- [PROBLEM DETAILS]
Go through the records and report each line in which the word "dead" occurs.

- [DATASET RECORDS]
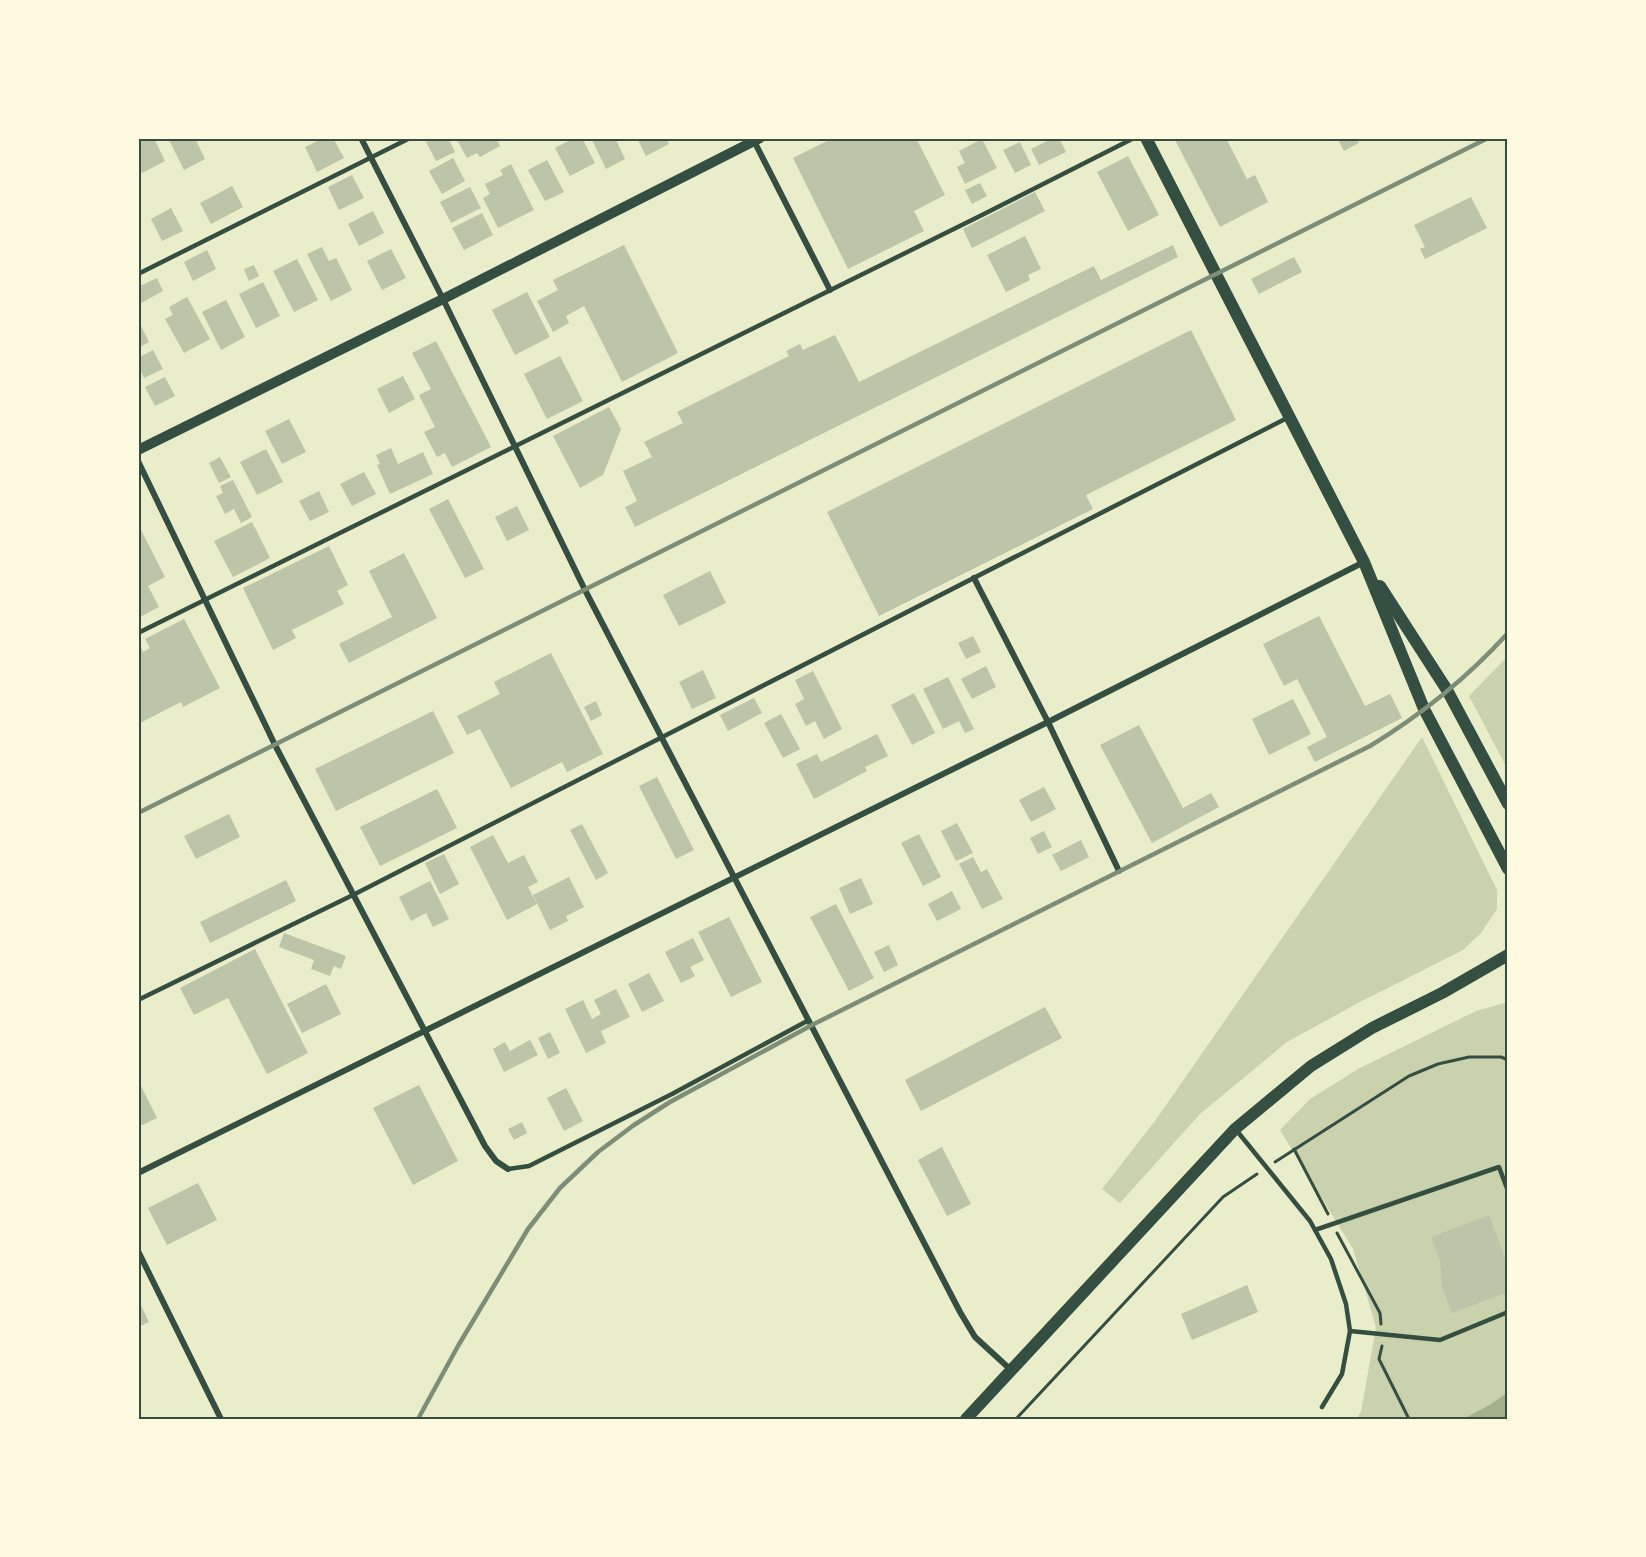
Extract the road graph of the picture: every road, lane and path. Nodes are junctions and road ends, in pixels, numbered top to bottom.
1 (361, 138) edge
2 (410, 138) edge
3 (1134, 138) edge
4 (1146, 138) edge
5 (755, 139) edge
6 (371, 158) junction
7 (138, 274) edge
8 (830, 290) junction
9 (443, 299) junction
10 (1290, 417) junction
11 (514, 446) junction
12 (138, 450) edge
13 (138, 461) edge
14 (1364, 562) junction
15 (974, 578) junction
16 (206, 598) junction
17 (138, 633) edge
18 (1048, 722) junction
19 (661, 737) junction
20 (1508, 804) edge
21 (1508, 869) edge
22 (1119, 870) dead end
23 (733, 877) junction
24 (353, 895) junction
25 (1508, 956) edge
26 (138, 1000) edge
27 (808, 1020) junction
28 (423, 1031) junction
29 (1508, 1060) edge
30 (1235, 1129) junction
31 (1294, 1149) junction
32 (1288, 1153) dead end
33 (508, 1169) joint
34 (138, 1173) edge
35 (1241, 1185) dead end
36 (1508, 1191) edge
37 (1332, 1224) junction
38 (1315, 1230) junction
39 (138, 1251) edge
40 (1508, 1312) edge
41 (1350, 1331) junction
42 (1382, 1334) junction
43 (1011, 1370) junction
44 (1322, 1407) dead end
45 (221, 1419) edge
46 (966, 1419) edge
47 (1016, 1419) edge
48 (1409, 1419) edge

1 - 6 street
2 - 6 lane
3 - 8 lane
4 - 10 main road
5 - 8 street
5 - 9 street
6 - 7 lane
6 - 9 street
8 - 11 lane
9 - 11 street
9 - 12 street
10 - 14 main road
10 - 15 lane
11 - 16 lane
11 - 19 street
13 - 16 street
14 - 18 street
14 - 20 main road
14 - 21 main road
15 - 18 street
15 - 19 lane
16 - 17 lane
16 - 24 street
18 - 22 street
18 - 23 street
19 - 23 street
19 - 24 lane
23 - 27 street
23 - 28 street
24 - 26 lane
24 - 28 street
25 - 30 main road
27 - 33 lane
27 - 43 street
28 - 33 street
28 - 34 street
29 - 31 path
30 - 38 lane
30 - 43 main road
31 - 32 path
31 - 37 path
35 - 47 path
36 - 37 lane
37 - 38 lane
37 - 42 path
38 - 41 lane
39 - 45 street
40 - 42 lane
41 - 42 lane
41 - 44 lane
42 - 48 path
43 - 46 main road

- [SOLUTION TO THE PROBLEM]
22 (1119, 870) dead end
32 (1288, 1153) dead end
35 (1241, 1185) dead end
44 (1322, 1407) dead end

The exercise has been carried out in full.